Temperature Affects the Efficacy of Partial Agonists. Elevated temperature is a potent activator of VR1 and is a potentiator of the action of capsaicin on VR1 (Tominaga et al., 1998). We therefore examined the effect of temperature on the response of the CHO/rVR1 cells to JYL827 and JYL1511. In contrast to the full antagonists of capsaicin action that we described previously, neither JYL827 nor JYL1511 antagonized the ⁴⁵Ca²⁺ uptake induced by elevated temperature (Wang et al., 2002). Rather, increasing temperature enhanced the extent of partial agonism by the compounds (Fig. 5a). For JYL827, the extent of partial agonism increased from 6.8 ± 0.7% (n = 7 experiments) at 37°C to 21.3 ± 1.8% (n = 3 experiments) at 44°C. For JYL1511, which has more efficacy as an agonist, its extent of partial agonism increased from 17.4 ± 0.6% (n = 6 experiments) at 37°C to 37.7 ± 3.1% (n = 3 experiments) at 44°C. The extents of ⁴⁵Ca²⁺ uptake were expressed relative to those induced by capsaicin (300 nM) at the same temperature. Consistent with the expected behavior for partial agonists, increasing temperature reduced the extent of partial antagonism by the compounds (Fig. 5b). For JYL827, the extent of partial antagonism decreased from 93.9 ± 0.9% (n = 7 experiments) at 37°C to 74.8 ± 4.0% (n = 3 experiments) at 44°C. For JYL1511, which has less efficacy as an antagonist, the extent of partial antagonism decreased from 84.1 ± 3.2% (n = 6 experiments) at 37°C to 61.2 ± 3.5% (n = 3 experiments) at 44°C. The extents of ⁴⁵Ca²⁺ uptake were expressed relative to those induced by capsaicin (300 nM) at the same temperature. For capsaicin, the absolute levels of ⁴⁵Ca²⁺ uptake were similar at all three temperatures. We conclude that the extent of partial agonism and partial antagonism is not an intrinsic characteristic of the ligand but rather depends on other coregulators, in this case temperature.
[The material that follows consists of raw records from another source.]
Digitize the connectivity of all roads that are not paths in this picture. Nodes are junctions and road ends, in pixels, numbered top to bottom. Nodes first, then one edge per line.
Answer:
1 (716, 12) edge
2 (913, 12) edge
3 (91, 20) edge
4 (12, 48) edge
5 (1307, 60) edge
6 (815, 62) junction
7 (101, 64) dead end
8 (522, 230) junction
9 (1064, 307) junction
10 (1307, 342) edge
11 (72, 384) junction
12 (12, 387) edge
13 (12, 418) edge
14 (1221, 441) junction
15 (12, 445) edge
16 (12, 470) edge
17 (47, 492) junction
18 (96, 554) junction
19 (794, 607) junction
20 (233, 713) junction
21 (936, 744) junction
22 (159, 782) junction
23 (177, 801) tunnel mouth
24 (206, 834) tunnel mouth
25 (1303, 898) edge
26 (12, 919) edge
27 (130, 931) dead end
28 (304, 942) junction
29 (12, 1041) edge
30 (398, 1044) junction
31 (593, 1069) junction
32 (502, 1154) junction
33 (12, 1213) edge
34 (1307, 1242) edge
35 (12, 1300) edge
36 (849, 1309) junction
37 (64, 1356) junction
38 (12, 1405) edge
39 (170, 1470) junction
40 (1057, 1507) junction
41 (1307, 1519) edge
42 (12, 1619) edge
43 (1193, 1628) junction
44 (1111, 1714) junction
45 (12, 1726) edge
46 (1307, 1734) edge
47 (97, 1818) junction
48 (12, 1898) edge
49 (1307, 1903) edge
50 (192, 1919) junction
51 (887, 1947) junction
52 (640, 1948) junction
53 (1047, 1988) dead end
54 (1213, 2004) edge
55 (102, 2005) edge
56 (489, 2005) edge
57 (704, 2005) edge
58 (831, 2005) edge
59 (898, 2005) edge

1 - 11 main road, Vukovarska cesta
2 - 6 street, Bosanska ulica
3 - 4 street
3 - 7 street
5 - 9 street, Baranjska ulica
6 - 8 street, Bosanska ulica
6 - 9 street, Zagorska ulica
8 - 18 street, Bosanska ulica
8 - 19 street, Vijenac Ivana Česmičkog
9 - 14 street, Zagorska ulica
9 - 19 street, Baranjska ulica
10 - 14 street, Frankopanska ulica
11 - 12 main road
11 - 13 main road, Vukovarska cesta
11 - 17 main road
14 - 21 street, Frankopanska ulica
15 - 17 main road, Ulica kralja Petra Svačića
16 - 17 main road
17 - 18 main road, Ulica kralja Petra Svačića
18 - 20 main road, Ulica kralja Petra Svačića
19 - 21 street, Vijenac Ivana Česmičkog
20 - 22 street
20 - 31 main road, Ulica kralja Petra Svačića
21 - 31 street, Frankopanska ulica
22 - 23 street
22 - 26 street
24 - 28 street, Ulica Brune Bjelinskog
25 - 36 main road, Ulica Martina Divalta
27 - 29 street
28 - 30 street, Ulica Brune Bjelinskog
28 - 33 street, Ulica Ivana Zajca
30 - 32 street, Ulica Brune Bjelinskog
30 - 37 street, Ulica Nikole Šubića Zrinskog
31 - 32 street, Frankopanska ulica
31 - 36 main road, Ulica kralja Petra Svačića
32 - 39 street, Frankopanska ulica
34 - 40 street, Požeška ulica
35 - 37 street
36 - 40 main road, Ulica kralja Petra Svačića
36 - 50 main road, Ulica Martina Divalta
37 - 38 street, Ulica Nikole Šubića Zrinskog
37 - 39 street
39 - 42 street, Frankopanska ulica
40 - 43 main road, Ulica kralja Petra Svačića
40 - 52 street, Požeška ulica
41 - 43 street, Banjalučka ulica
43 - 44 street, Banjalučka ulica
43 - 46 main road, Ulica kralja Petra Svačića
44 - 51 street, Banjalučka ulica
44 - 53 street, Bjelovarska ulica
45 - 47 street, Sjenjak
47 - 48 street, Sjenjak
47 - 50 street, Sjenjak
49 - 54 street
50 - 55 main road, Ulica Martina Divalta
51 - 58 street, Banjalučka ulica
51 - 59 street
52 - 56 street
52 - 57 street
View larger version (36K): [in this window] [in a new window]   Fig. 5. Induction of 45Ca2+ uptake in CHO/rVR1 cells by JYL827 and JYL1511 as a function of temperature. a, 45Ca2+ uptake induced by JYL827 and JYL1511. Data are expressed as percentage of response induced by 300 nM capsaicin after subtraction of the baseline for medium alone. b, 45Ca2+ uptake induced by JYL827 and JYL1511. Data are expressed as percentage of inhibition of the response induced by 300 nM capsaicin after subtraction of the baseline for medium alone. All values represent mean values of four determinations in three individual, representative experiments; error bars indicate S.E.M.

Protons Enhanced the Efficacy of Partial Agonists. Protons represent another class of well-characterized agonists for VR1 and are potentiators of the action of capsaicin on VR1 (Tominaga et al., 1998). They are of particular interest because of the physiological role that acidosis is believed to play in inflammatory pain. We have previously shown that different complete antagonists for capsaicin action on rat VR1 may fully or partially block the ⁴⁵Ca²⁺ uptake induced by a reduction in pH (Wang et al., 2002). We therefore examined ⁴⁵Ca²⁺ uptake in response to JYL827 and JYL1511 as the pH was reduced from pH 7.4 to 5.5 (Fig. 6). In contrast to the full antagonists of capsaicin action we described earlier, neither JYL827 nor JYL1511 antagonized the induction of ⁴⁵Ca²⁺ uptake by the lower pH. JYL827 stimulated ⁴⁵Ca²⁺ uptake, relative to that induced by capsaicin, by 6.8 ± 0.7% (n = 7 experiments) at pH 7.4 and by 54.9 ± 2.5% at pH 5.5 (n = 3 experiments). Conversely, the extent of partial antagonism of capsaicin induced ⁴⁵Ca²⁺ uptake decreased from 93.9 ± 0.9% (n = 7 experiments) at pH 7.4 to 42.9 ± 1.9% (n = 3 experiments) at pH 5.5.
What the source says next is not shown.